Although potentially-wasteful with memory, this approach has saved us from a lot of potential complexity. When I pass a string around, I know it's not going to be altered by some rogue library call. I can expose a string across threads without fear that it will be in mid-change when I try to look at it.

This immutability can be problematic for large strings that are being frequently 'changed', but in practice most of the change we deal with is with small strings where the performance hit is trivial. In those cases where it really matters, we can use something like StringBuilder to avoid being wasteful with memory and time.

.NET Lists Mutate

.NET's List<T>, on the other hand, is mutable. We can think of strings as an immutable collection of char values. A List<char>, on the other hand, can be changed rather than simply replaced. You can add, remove, and alter each item in the collection, and anyone looking at the object will see those changes right away, whether they like it or not.

Clojure Collections are Immutable

The built-in data structures in Clojure are immutable. The two main types here are lists (corresponding with .NET List<T>), and maps (corresponding with Dictionary<K,V>).

In Clojure, when you have a list containing 1000 elements and you wish to append item number 1001, you don't change the contents of the original list. Rather, you get a whole new list containing 1001 elements. This is exactly what we would do with a .NET string to append a single char.

For maps, adding a new key/value pair likewise starts by copying the original collection and including the new pair. Anyone who is still holding a reference to the original sees the original contents unaffected.

That may seem wasteful, since the use cases for lists are far more varied than for strings. Aren't we going to feel the pain of this waste too easily in practice for it to be a good idea?

Thankfully, Clojure collections are clever. Behind the scenes, lists and a maps are really trees. The items are stored in the leaves, and whenever we need to create a "whole new collection", the new collection will share as much of the original tree as it can sneakily get away with. The new collection is safe to share data with the original tree because, after all, nobody is allowed to change it.

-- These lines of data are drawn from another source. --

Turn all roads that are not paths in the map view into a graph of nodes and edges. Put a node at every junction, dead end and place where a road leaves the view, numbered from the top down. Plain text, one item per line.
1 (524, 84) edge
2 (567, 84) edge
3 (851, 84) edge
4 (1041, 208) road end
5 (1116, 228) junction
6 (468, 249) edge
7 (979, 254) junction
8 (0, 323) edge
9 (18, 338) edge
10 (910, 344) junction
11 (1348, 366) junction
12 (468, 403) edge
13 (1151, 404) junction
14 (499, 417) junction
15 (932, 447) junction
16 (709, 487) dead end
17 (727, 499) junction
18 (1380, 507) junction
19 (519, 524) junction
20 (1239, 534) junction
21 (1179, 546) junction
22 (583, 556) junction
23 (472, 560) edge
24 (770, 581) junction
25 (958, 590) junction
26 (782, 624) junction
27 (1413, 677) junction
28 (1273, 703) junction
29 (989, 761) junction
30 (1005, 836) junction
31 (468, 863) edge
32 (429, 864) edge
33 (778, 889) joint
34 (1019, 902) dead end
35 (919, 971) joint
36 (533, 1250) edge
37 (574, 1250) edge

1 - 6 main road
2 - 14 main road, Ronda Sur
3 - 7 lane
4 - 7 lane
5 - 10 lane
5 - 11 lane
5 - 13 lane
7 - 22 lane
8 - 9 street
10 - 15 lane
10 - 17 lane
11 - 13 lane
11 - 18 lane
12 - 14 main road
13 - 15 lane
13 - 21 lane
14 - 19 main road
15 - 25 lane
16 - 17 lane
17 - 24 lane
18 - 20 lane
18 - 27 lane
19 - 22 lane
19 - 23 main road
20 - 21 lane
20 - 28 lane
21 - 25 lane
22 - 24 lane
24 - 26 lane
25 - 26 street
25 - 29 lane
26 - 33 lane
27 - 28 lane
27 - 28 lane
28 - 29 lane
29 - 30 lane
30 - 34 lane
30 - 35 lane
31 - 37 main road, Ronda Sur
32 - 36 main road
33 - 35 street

Despite storing items in a tree, Clojure lists can still provide the near constant-time lookups we expect from lists. These trees are exceptionally wide, but not very deep. Even a fully-populated tree, with more items in it than you'd ever care to work with, is only about 6 levels deep. Slower than a .NET array lookup, for sure, but still O(1). Well, O(1-ish).

Course-Grained Mutation

Clojure does allow some mutation. It would be difficult to use a language if it had no notion of assignment statements. A small number of special reference types are available. These are objects which can point at some other object, and this pointer can be requested to change to point to some new object. These types are each opinionated about how this re-pointing can act with respect to threads, but the basic idea is that they allow for course-grained mutation.

Let's say I have one of these reference objects currently pointing at a map containing many name/value pairs, and that I'm using a reference object that ensures transactional re-pointing in the presence of multiple threads. If I have to perform a significant change to the collection, I'd like to be able to take my time to calculate the new version of the collection, without having to lock the original, so the other threads can keep on trucking along. Once I've calculated my new collection, sharing a subtree behind the scenes with the original, I'll ask my reference object to re-point to the new collection as an atomic operation. Now, all the other threads will see the new state.

C# represents state change by physically altering an object in-place. Clojure represents state change by tracking a series of object snapshots. The river isn't flowing by you in front of your eyes. Instead, you have a stack of river-photos representing the key moments of its flow.

Minimizing Mutation in Your Language of Choice

Clojure's weird, and weird is good.

Some of the worst spaghetti code I've ever dealt with was hard to untangle precisely because of the fine-grained state change involved. The first thing I do when faced with a tricky mess like this is to start identifying those parts of the code that are already lacking mutation, pulling them out into pure functions. Next, I look for ways to rephrase the existing mutation-heavy bits with equivalent pure alternatives. Often, the percent of your codebase that actually needs to deal with mutating state is remarkably small.